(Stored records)
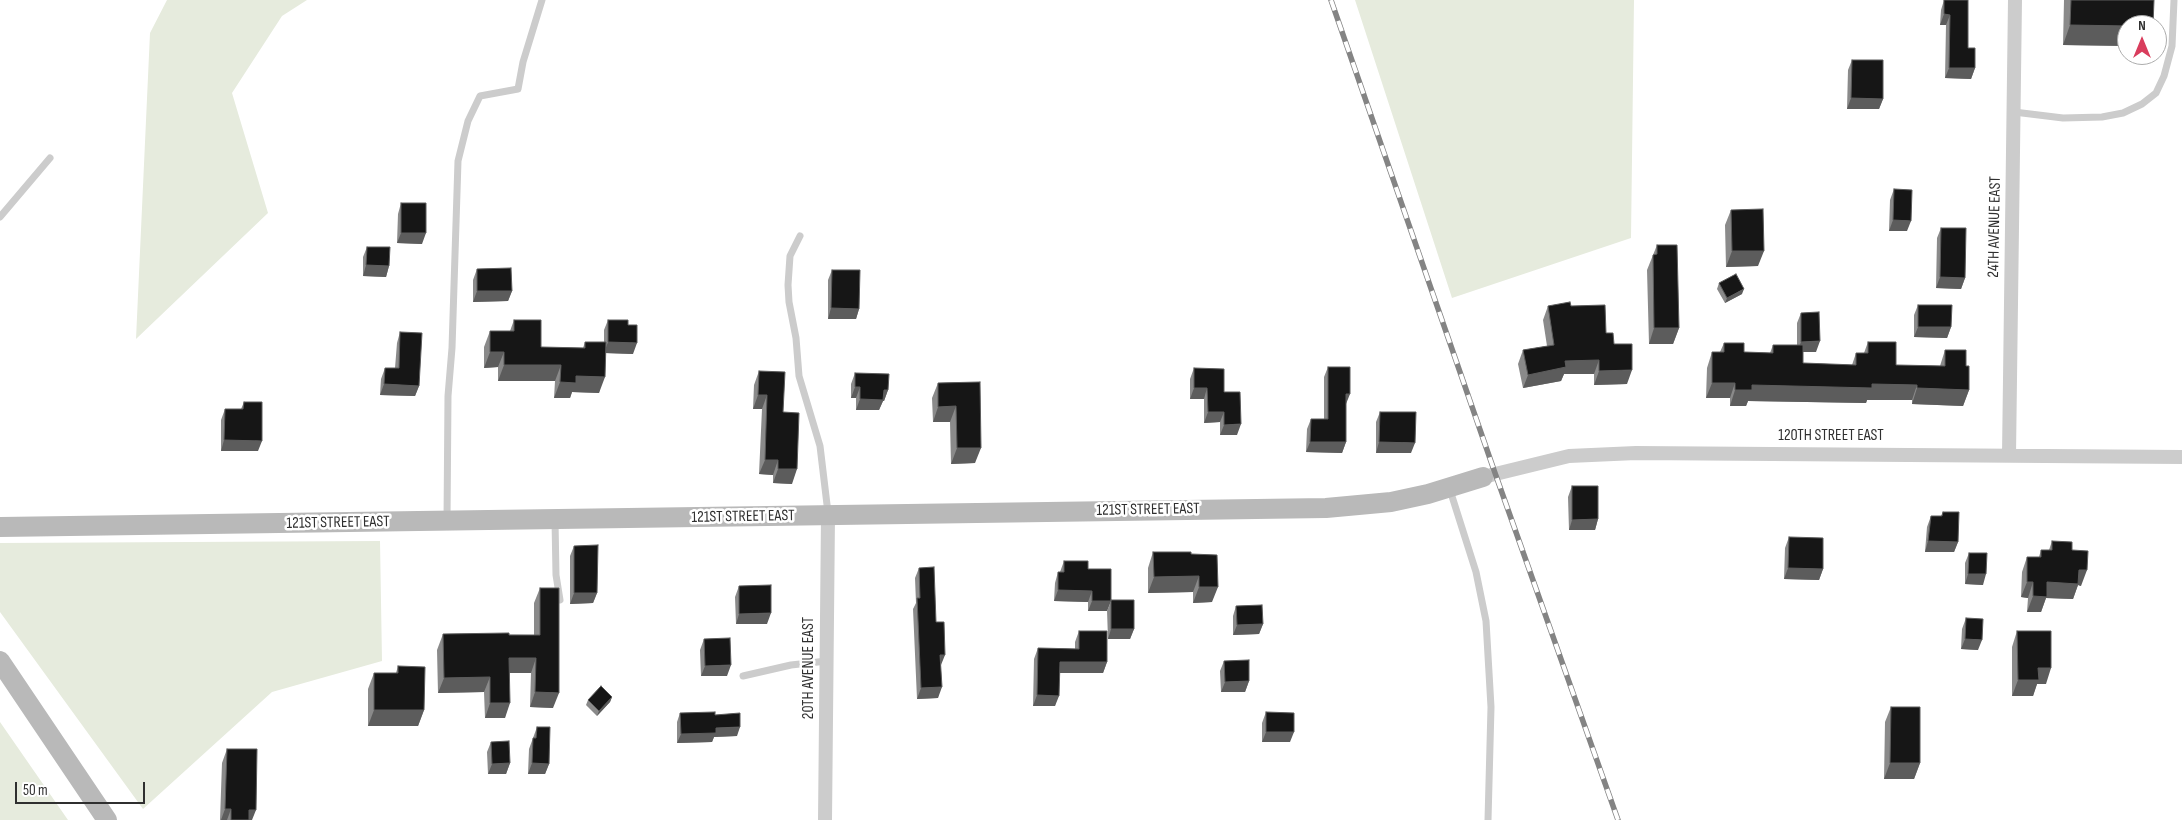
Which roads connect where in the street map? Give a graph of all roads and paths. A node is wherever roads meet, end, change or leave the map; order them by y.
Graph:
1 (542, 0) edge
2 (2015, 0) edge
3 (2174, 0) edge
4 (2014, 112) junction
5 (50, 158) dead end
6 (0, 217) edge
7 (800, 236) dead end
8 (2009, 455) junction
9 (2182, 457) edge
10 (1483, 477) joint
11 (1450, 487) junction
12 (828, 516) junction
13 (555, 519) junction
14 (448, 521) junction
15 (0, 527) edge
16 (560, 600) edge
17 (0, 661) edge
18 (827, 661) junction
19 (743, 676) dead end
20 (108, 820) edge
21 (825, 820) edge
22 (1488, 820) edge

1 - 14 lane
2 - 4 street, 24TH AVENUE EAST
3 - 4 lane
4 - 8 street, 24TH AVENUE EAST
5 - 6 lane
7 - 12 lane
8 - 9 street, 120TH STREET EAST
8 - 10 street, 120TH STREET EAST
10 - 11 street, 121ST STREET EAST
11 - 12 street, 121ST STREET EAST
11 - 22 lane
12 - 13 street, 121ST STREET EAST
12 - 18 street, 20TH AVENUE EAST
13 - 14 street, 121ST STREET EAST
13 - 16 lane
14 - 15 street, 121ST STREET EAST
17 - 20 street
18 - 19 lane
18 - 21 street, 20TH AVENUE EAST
...
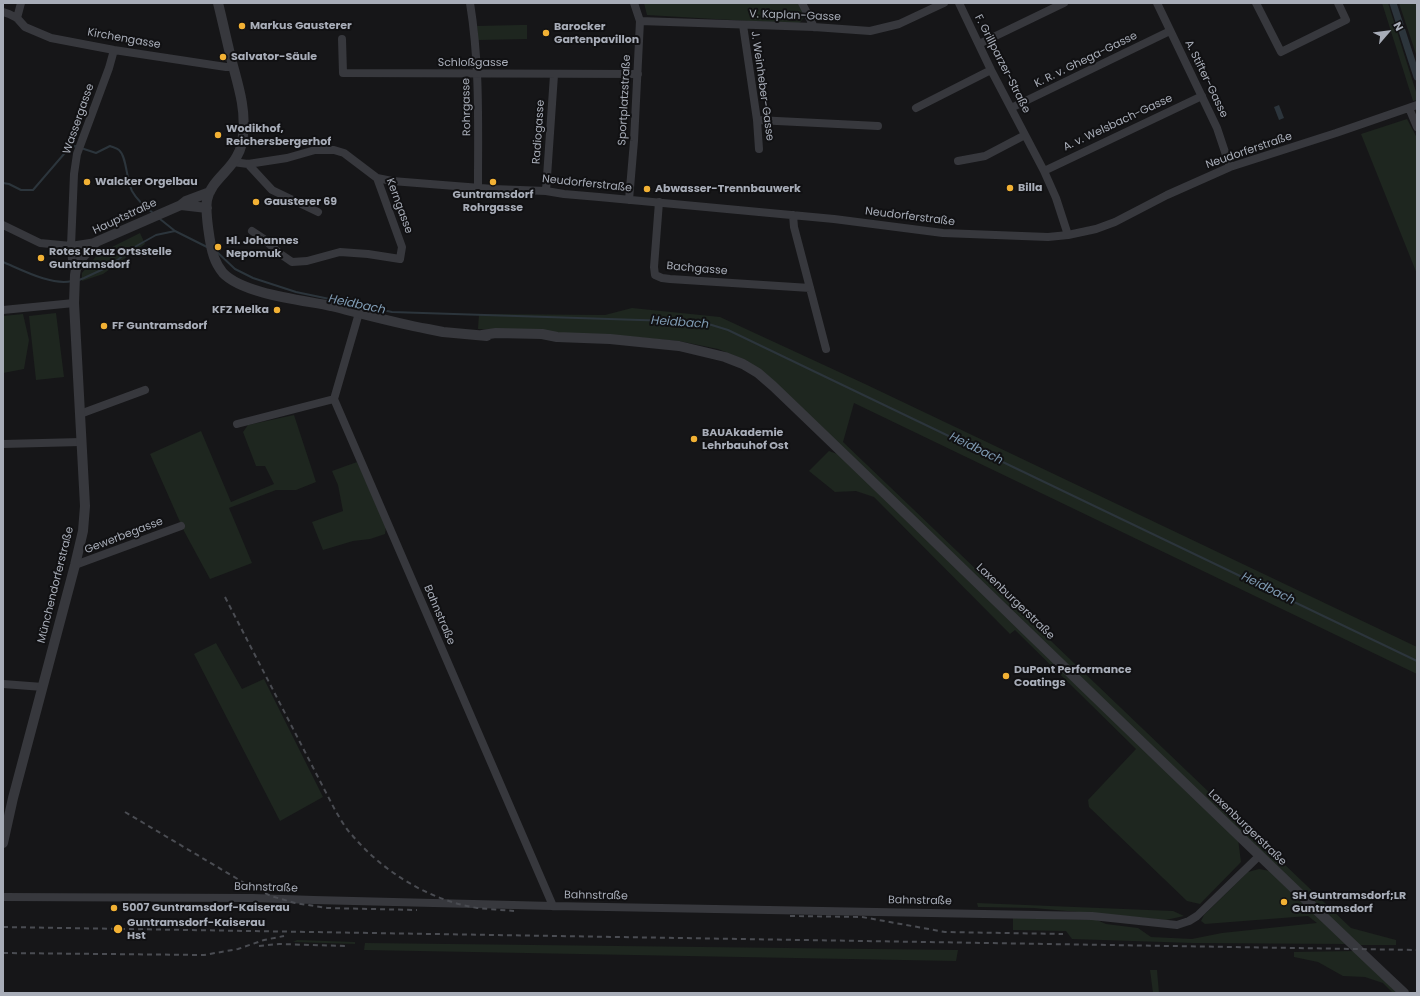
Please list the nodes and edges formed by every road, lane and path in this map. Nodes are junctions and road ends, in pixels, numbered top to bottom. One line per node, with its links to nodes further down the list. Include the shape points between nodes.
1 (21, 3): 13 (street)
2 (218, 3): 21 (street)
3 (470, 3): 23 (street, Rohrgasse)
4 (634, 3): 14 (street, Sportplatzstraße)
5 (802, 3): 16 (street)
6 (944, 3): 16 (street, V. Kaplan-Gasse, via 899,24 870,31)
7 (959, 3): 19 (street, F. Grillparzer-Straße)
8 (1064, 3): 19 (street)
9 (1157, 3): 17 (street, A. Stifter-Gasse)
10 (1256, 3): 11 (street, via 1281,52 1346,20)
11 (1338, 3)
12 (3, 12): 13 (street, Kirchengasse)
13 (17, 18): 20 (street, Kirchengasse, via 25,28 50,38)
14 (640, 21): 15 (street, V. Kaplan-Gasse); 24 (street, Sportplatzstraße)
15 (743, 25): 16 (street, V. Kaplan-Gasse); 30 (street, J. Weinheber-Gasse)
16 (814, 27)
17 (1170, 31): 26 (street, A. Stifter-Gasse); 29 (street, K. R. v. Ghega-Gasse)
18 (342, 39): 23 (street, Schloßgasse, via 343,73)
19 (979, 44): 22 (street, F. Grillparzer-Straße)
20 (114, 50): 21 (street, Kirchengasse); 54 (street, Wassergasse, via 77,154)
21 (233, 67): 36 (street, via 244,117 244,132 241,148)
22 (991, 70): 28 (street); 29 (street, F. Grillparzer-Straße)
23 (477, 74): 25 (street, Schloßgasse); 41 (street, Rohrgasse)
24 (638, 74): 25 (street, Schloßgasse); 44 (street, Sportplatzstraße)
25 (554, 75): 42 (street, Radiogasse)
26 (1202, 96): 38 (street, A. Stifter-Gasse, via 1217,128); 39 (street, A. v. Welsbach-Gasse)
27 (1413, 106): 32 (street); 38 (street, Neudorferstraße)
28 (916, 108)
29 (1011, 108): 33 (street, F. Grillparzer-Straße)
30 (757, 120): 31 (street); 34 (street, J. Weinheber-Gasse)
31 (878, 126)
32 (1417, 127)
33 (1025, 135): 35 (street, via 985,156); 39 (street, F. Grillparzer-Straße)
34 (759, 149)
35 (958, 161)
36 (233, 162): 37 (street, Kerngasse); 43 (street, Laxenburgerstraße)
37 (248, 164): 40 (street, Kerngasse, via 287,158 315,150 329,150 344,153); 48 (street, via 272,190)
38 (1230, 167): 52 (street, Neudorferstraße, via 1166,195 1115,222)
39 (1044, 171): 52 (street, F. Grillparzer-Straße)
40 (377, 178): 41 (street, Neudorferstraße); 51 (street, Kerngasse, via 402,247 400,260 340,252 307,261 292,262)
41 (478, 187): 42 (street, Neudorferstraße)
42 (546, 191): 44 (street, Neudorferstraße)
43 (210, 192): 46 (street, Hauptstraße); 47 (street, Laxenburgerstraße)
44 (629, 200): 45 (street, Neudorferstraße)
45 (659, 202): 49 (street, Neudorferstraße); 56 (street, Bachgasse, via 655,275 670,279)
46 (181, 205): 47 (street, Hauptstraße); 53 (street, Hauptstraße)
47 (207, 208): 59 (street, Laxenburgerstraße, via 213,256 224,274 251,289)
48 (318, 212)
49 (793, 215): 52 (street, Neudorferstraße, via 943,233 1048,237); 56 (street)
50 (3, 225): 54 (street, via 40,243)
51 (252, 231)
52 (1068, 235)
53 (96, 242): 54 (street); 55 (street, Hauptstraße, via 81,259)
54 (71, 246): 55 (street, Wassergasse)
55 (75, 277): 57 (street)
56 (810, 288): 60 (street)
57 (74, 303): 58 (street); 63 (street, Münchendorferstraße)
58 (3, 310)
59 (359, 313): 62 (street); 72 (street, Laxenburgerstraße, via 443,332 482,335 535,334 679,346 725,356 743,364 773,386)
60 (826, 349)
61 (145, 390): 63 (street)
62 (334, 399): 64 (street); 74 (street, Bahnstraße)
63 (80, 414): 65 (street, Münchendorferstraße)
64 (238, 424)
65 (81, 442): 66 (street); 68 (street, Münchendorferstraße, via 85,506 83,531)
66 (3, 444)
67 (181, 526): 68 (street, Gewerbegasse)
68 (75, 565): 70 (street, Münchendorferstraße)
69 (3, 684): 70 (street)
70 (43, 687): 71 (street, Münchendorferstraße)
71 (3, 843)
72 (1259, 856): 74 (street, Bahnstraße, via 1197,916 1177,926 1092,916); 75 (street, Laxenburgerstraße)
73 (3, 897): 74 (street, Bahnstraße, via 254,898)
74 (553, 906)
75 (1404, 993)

Task description: All lines that contain the word "EAST" must be copied from the records above.

Solution:
2 - 4 street, 24TH AVENUE EAST
4 - 8 street, 24TH AVENUE EAST
8 - 9 street, 120TH STREET EAST
8 - 10 street, 120TH STREET EAST
10 - 11 street, 121ST STREET EAST
11 - 12 street, 121ST STREET EAST
12 - 13 street, 121ST STREET EAST
12 - 18 street, 20TH AVENUE EAST
13 - 14 street, 121ST STREET EAST
14 - 15 street, 121ST STREET EAST
18 - 21 street, 20TH AVENUE EAST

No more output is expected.